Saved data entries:
☆ ☆ ☆ ☆

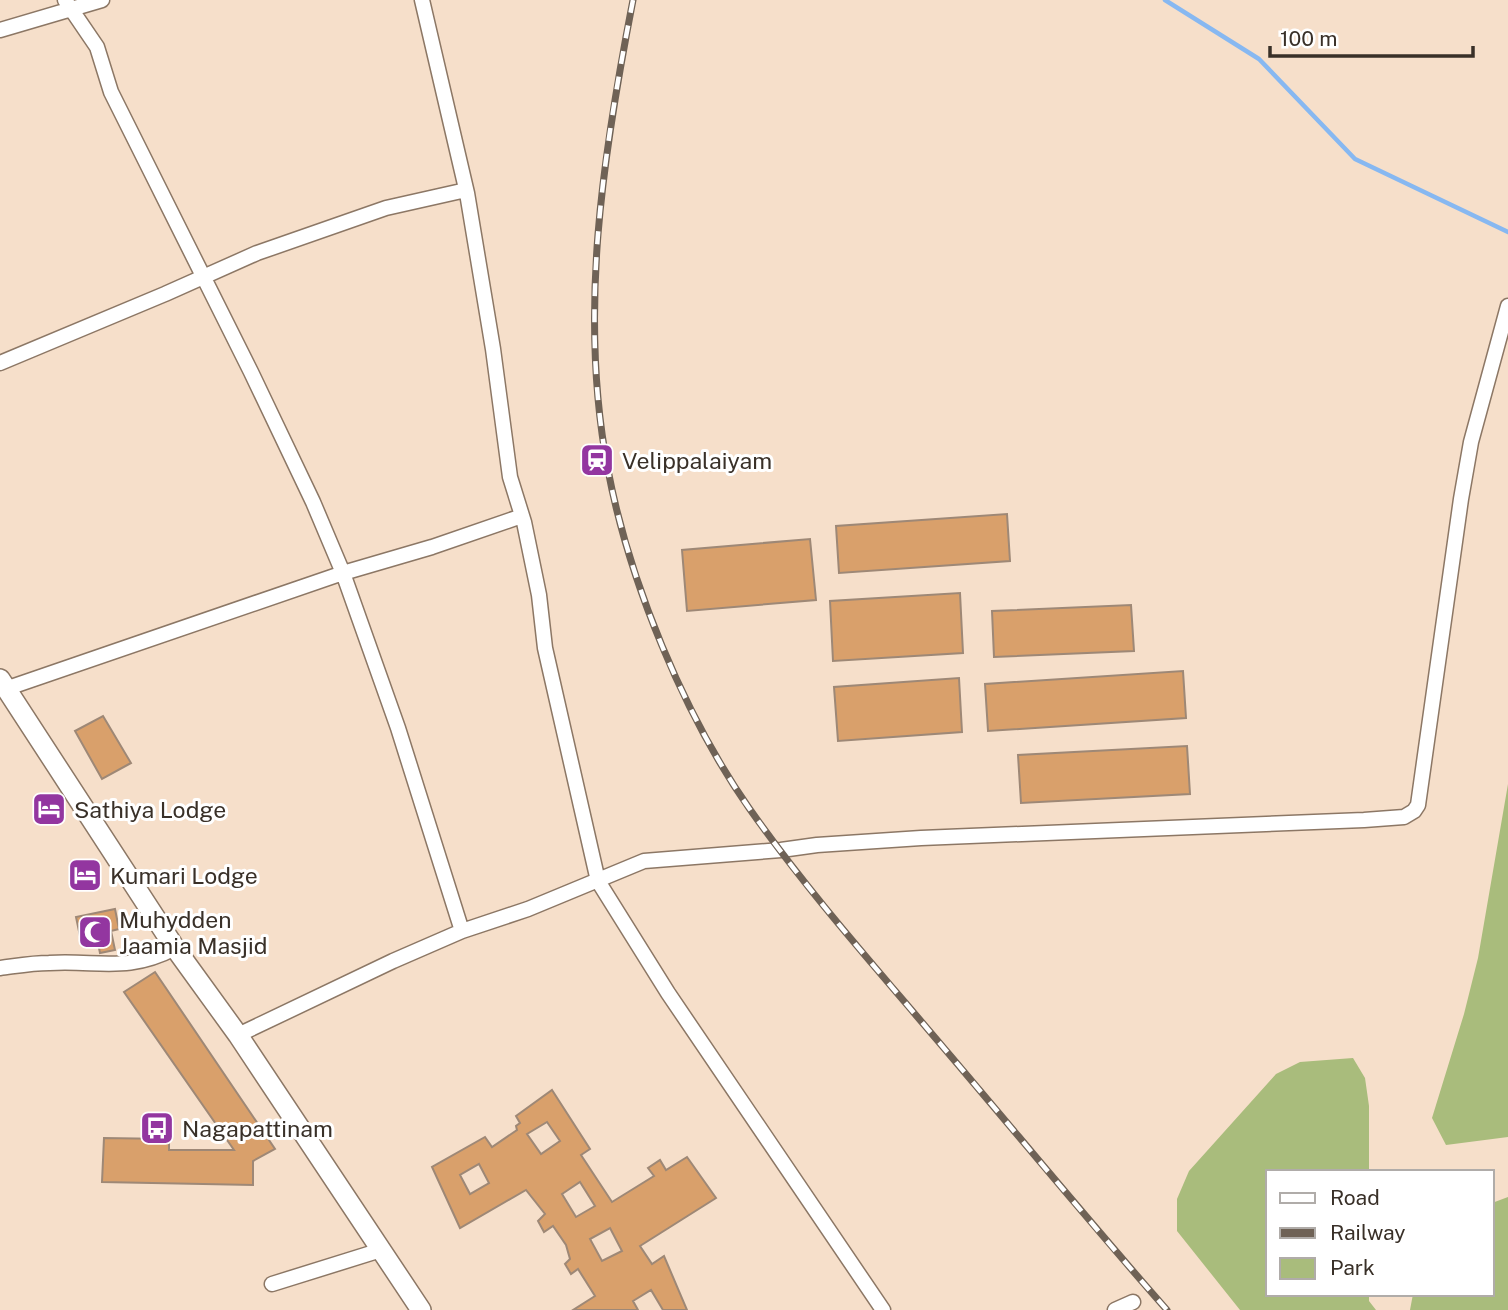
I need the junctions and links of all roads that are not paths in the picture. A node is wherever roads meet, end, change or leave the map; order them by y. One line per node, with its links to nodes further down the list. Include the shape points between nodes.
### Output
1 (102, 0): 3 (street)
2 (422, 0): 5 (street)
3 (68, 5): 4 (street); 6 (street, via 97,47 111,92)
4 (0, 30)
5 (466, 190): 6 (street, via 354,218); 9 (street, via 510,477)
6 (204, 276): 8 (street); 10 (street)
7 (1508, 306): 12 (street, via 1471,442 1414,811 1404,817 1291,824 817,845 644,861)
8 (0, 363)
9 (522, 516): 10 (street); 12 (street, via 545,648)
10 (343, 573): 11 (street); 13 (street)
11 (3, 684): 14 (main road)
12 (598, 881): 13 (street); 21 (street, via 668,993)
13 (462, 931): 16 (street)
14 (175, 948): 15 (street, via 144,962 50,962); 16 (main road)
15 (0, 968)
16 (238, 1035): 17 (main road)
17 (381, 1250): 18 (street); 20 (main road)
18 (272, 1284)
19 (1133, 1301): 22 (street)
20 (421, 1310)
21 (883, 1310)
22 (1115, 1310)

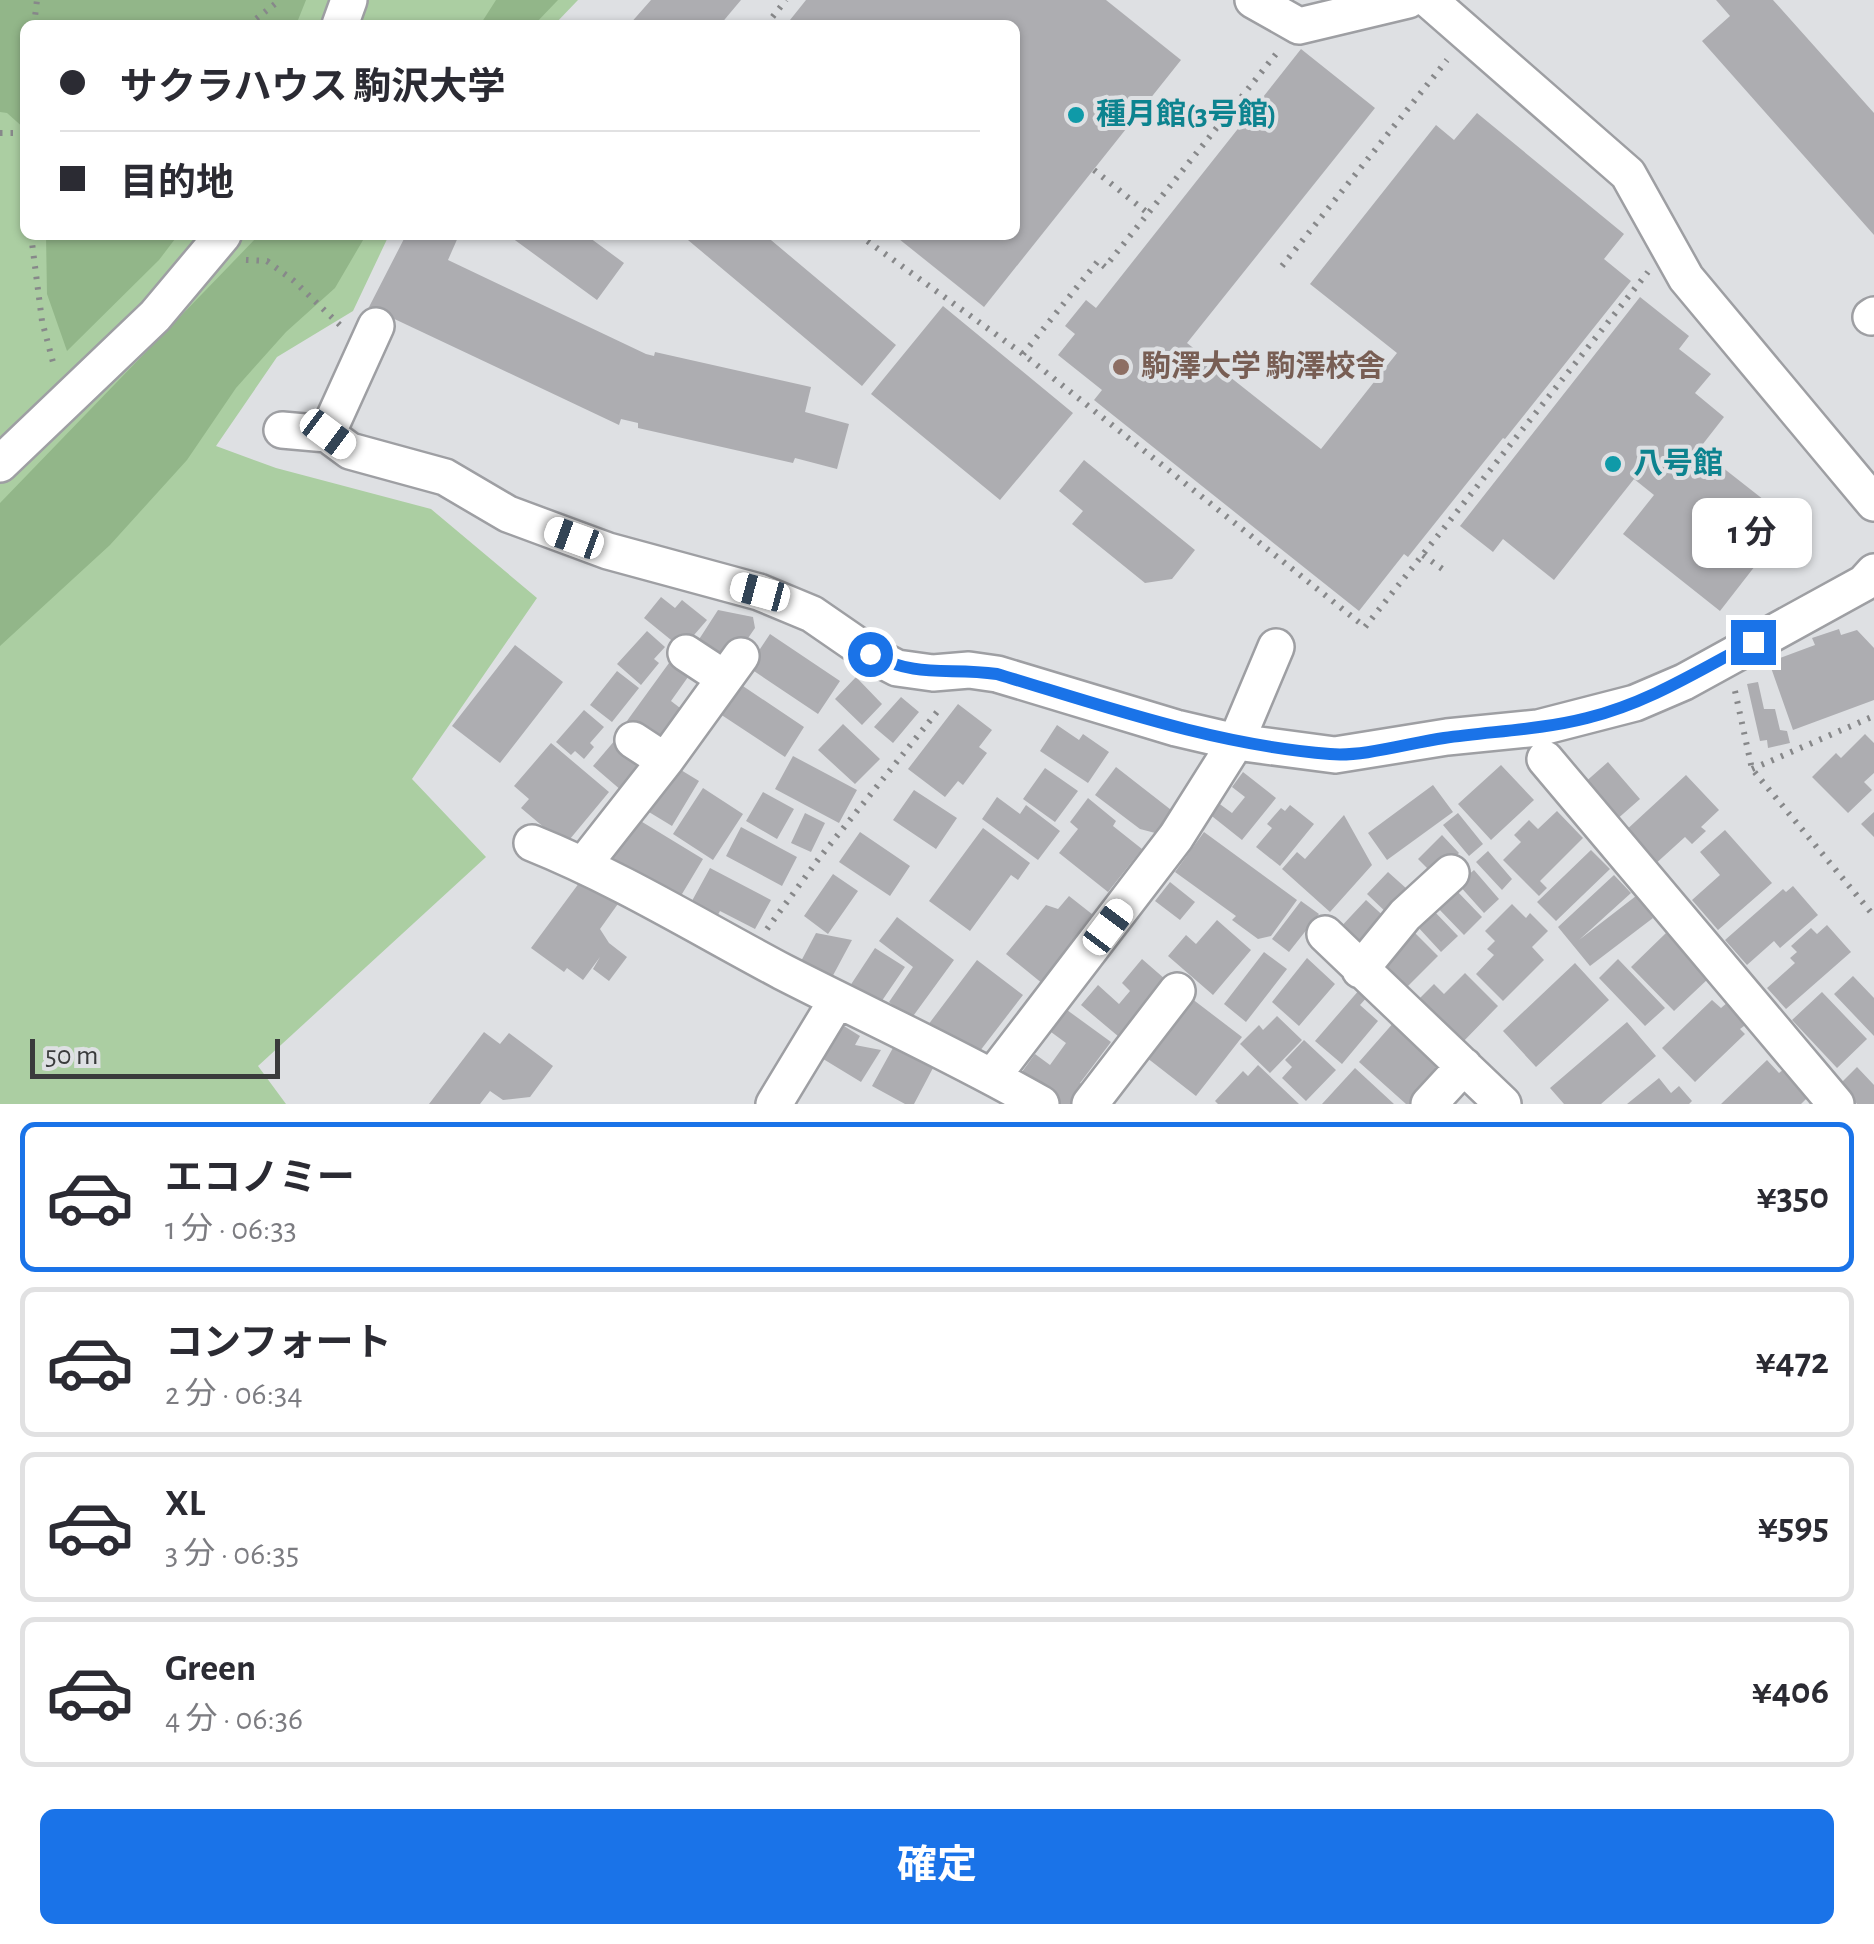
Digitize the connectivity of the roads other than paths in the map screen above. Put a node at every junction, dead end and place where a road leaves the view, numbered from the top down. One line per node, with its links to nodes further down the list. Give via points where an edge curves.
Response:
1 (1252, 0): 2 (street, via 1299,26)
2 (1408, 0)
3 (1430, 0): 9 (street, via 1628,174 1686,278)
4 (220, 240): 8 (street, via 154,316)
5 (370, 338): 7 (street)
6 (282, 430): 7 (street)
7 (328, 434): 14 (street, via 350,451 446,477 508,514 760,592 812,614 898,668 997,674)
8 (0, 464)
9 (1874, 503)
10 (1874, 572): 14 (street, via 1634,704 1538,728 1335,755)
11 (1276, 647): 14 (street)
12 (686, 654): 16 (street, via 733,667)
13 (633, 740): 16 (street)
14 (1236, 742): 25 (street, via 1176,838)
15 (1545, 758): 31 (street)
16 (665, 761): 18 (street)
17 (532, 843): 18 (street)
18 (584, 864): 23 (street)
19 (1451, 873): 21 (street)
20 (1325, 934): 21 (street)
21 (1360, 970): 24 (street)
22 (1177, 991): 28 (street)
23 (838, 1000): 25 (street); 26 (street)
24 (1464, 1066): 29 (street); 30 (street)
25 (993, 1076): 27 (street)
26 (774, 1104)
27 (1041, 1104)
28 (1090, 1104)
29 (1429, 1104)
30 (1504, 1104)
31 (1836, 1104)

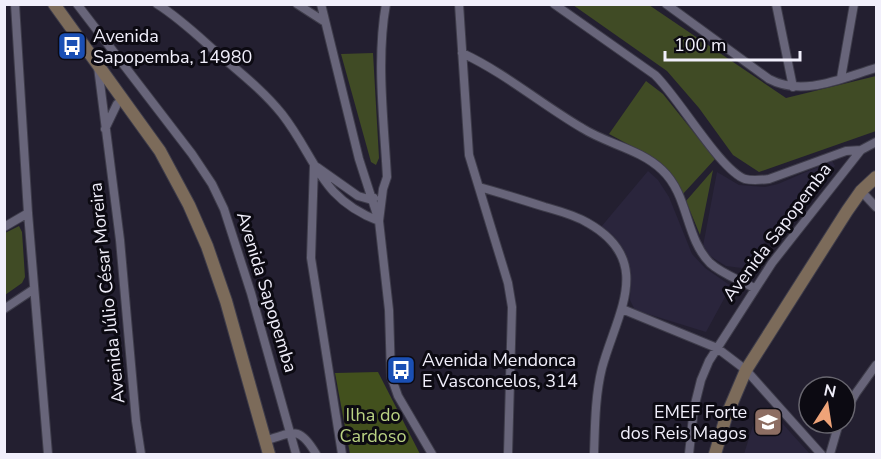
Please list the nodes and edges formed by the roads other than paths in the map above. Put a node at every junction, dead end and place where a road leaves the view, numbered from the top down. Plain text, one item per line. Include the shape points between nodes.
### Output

☆ ☆ ☆ ☆

■ **The problem**
From the first line to the last, retype the data exactly, without images.

■ **Answer below**
I need the junctions and links of all roads that are not paths in the picture. A node is wherever roads meet, end, change or leave the map; order them by y. One line per node, with its links to nodes further down the list. Include the shape points between nodes.
### Output
1 (102, 0): 3 (street)
2 (422, 0): 5 (street)
3 (68, 5): 4 (street); 6 (street, via 97,47 111,92)
4 (0, 30)
5 (466, 190): 6 (street, via 354,218); 9 (street, via 510,477)
6 (204, 276): 8 (street); 10 (street)
7 (1508, 306): 12 (street, via 1471,442 1414,811 1404,817 1291,824 817,845 644,861)
8 (0, 363)
9 (522, 516): 10 (street); 12 (street, via 545,648)
10 (343, 573): 11 (street); 13 (street)
11 (3, 684): 14 (main road)
12 (598, 881): 13 (street); 21 (street, via 668,993)
13 (462, 931): 16 (street)
14 (175, 948): 15 (street, via 144,962 50,962); 16 (main road)
15 (0, 968)
16 (238, 1035): 17 (main road)
17 (381, 1250): 18 (street); 20 (main road)
18 (272, 1284)
19 (1133, 1301): 22 (street)
20 (421, 1310)
21 (883, 1310)
22 (1115, 1310)

Digitize the connectivity of the roads other than paths in the map screen above. Put a node at every junction, dead end and place where a road leaves the view, numbered from the top down. One line per node, with its links to nodes further down the list. Give via points where an edge curves.
Response:
1 (1252, 0): 2 (street, via 1299,26)
2 (1408, 0)
3 (1430, 0): 9 (street, via 1628,174 1686,278)
4 (220, 240): 8 (street, via 154,316)
5 (370, 338): 7 (street)
6 (282, 430): 7 (street)
7 (328, 434): 14 (street, via 350,451 446,477 508,514 760,592 812,614 898,668 997,674)
8 (0, 464)
9 (1874, 503)
10 (1874, 572): 14 (street, via 1634,704 1538,728 1335,755)
11 (1276, 647): 14 (street)
12 (686, 654): 16 (street, via 733,667)
13 (633, 740): 16 (street)
14 (1236, 742): 25 (street, via 1176,838)
15 (1545, 758): 31 (street)
16 (665, 761): 18 (street)
17 (532, 843): 18 (street)
18 (584, 864): 23 (street)
19 (1451, 873): 21 (street)
20 (1325, 934): 21 (street)
21 (1360, 970): 24 (street)
22 (1177, 991): 28 (street)
23 (838, 1000): 25 (street); 26 (street)
24 (1464, 1066): 29 (street); 30 (street)
25 (993, 1076): 27 (street)
26 (774, 1104)
27 (1041, 1104)
28 (1090, 1104)
29 (1429, 1104)
30 (1504, 1104)
31 (1836, 1104)

Please list the nodes and edges formed by the roads other than paths in the map above. Put a node at every junction, dead end and place where a road leaves the view, numbered from the top down. Plain text, one item per line. Include the shape points between nodes.
### Output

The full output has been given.